Thanks in advance for the help!

*Dxdiag* attached.

Edit: It's now happening in a different game, Rakion, as well. Just randomly freezes for seconds at a time, during which I appear to be removed the game as a whole to my friends, but then reappear when the freezing stops.

Does it have something to do with my internet connection?


----------



## Megabite (Apr 5, 2008)

Does it happen in Warcraft 3 when you don't play that particular map.....and I assume this happens Online


----------



## drewta (Apr 14, 2007)

Yup, it happens in maps other than DotA. Also, I edited in that it's happening in various other games as well, such as Rakion, another peer2peer game.
My router error log doesn't report anything whenever the freezes happen though.


----------



## Megabite (Apr 5, 2008)

First thing to try is to by-pass your Router and go direct to your PC and try....


----------



## drewta (Apr 14, 2007)

Just confirmed that it's happening in offline, normal (i.e. not custom maps) WC3 games as well.


----------



## Megabite (Apr 5, 2008)

Have you check for Malware.......and defragged lately.....

Stopped any un necessary programs running in the background

Cleaned the PC out of any dust....blowing out the heatsink

Checked what temps of your CPU and Video card are reaching

You can download SpeedFan and click on SpeedFan 4.38. Also nTune


----------



## drewta (Apr 14, 2007)

Defraged, dskchkd-ed, ran multiple anti-malware/spyware programs (catching a variety of stuff ), but still getting the freezing.
Anti-mal/spy progs. include Malwarebytes-Anti-malware, Spybot S&D, and SUPERAntiSpyware.

It's limited to games, or so far, as I've noticed. Rakion and Warcraft 3, specifically. Haven't played other games.
Happens similarly in both.
Kernal times spike whenever freezing occurs. See image: http://i30.tinypic.com/2hohg6c.jpg

CPU temp isn't a problem. I've got the case open, regardless. Hasn't affected anything.

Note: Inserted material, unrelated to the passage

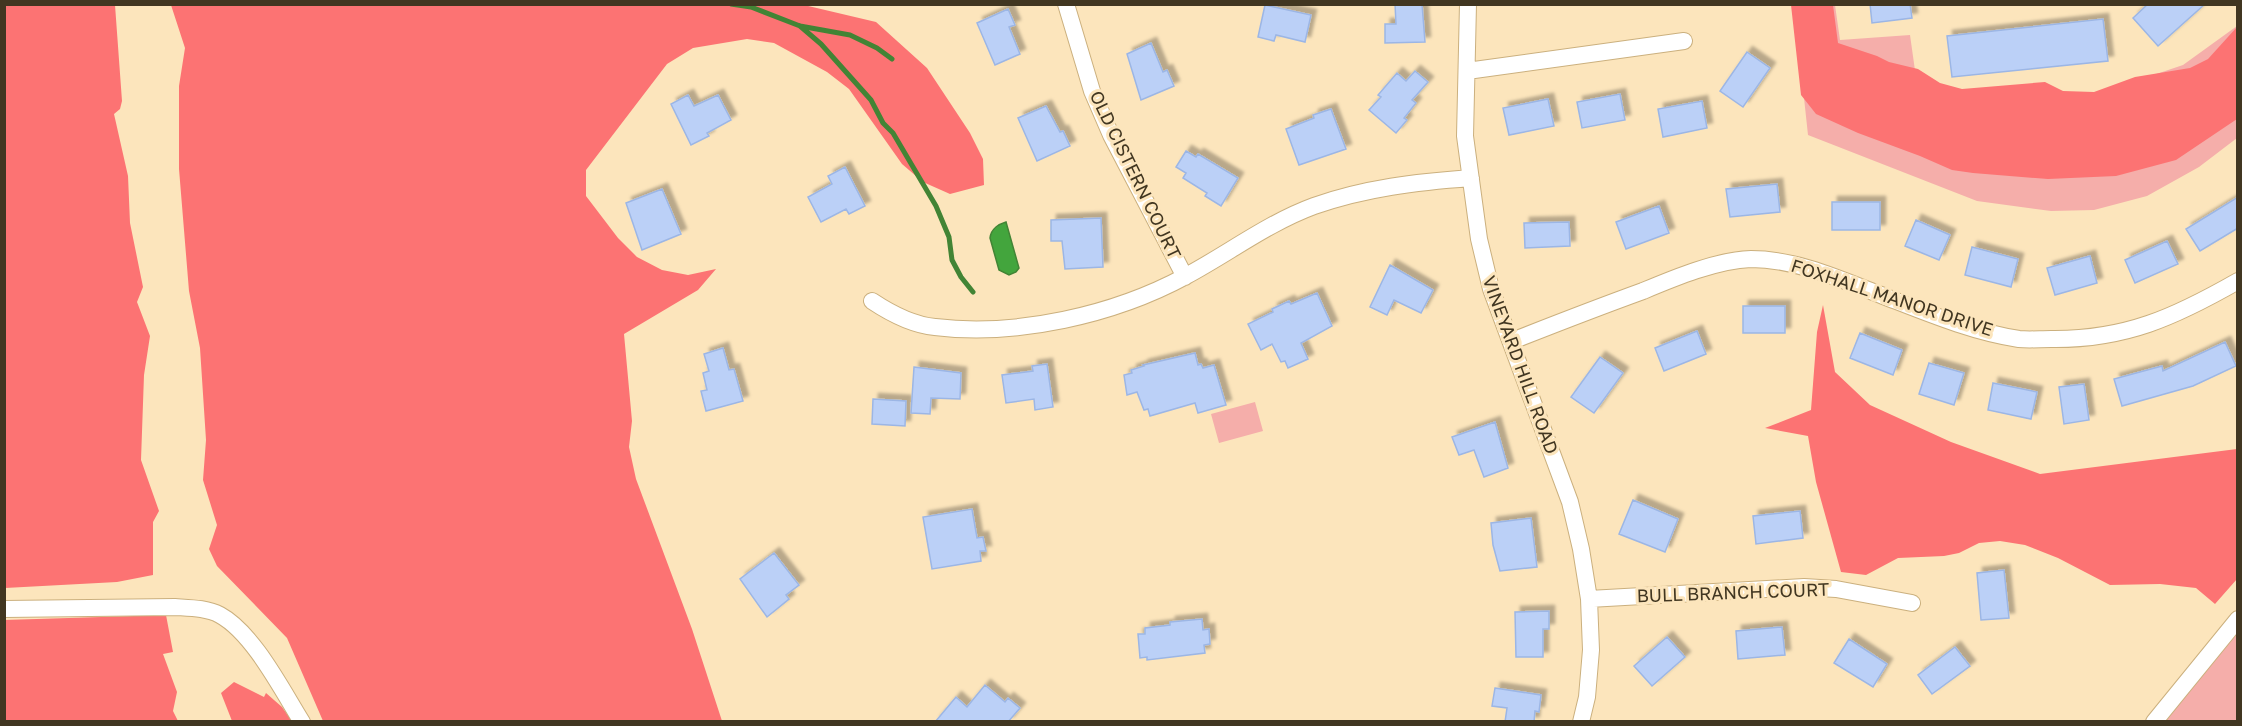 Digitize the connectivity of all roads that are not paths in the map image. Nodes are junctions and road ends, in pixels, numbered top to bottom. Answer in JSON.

Essentially, it isn't malware, overheating, or an old hard drive.
I'm still not sure what's causing the freezing nor how to stop it ><!


----------



## Megabite (Apr 5, 2008)

Try lowering the in game settings as a test and see if it still freezes.......your video card could do with upgrading


----------



## drewta (Apr 14, 2007)

Nope, lowering in-game settings didn't solved the problem.
It's happening in other games as well. =/


----------